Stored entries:
----------------

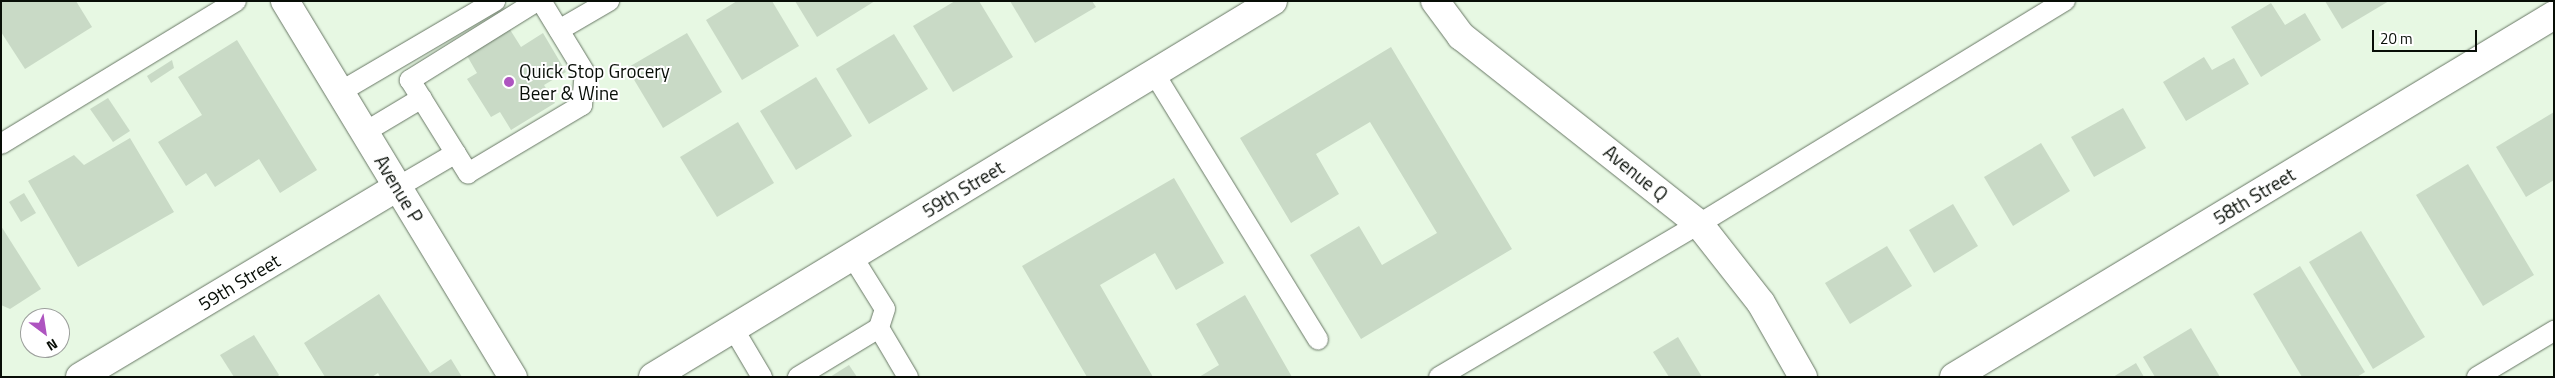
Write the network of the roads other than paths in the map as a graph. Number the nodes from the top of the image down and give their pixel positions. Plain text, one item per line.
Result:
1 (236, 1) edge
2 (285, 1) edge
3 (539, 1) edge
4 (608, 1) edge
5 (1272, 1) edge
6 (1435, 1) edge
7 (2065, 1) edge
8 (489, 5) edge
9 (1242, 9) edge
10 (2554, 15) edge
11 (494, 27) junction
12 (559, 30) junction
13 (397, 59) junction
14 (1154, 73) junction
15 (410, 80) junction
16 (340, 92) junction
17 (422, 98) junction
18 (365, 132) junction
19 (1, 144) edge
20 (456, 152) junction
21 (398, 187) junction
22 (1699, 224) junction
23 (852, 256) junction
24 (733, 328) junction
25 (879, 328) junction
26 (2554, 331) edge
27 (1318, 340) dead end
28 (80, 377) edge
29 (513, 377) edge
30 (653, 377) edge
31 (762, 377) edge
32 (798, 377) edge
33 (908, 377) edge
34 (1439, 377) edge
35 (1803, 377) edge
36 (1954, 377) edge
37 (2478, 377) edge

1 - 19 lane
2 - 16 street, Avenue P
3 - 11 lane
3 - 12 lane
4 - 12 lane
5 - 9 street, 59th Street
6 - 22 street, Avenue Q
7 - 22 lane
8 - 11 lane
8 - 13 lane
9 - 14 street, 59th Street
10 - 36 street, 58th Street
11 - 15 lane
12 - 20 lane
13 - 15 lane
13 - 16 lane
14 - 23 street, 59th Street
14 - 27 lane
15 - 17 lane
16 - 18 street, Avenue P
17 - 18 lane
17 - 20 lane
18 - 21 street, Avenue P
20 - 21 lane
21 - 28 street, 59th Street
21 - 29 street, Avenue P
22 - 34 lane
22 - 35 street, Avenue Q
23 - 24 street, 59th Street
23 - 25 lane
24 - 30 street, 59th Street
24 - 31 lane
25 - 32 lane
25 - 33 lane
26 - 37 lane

----------------

### What the exercise asks
Without the pictures, retype all of the data above exactly.

### Answer area
Write the network of the roads other than paths in the map as a graph. Number the nodes from the top of the image down and give their pixel positions. Plain text, one item per line.
Result:
1 (236, 1) edge
2 (285, 1) edge
3 (539, 1) edge
4 (608, 1) edge
5 (1272, 1) edge
6 (1435, 1) edge
7 (2065, 1) edge
8 (489, 5) edge
9 (1242, 9) edge
10 (2554, 15) edge
11 (494, 27) junction
12 (559, 30) junction
13 (397, 59) junction
14 (1154, 73) junction
15 (410, 80) junction
16 (340, 92) junction
17 (422, 98) junction
18 (365, 132) junction
19 (1, 144) edge
20 (456, 152) junction
21 (398, 187) junction
22 (1699, 224) junction
23 (852, 256) junction
24 (733, 328) junction
25 (879, 328) junction
26 (2554, 331) edge
27 (1318, 340) dead end
28 (80, 377) edge
29 (513, 377) edge
30 (653, 377) edge
31 (762, 377) edge
32 (798, 377) edge
33 (908, 377) edge
34 (1439, 377) edge
35 (1803, 377) edge
36 (1954, 377) edge
37 (2478, 377) edge

1 - 19 lane
2 - 16 street, Avenue P
3 - 11 lane
3 - 12 lane
4 - 12 lane
5 - 9 street, 59th Street
6 - 22 street, Avenue Q
7 - 22 lane
8 - 11 lane
8 - 13 lane
9 - 14 street, 59th Street
10 - 36 street, 58th Street
11 - 15 lane
12 - 20 lane
13 - 15 lane
13 - 16 lane
14 - 23 street, 59th Street
14 - 27 lane
15 - 17 lane
16 - 18 street, Avenue P
17 - 18 lane
17 - 20 lane
18 - 21 street, Avenue P
20 - 21 lane
21 - 28 street, 59th Street
21 - 29 street, Avenue P
22 - 34 lane
22 - 35 street, Avenue Q
23 - 24 street, 59th Street
23 - 25 lane
24 - 30 street, 59th Street
24 - 31 lane
25 - 32 lane
25 - 33 lane
26 - 37 lane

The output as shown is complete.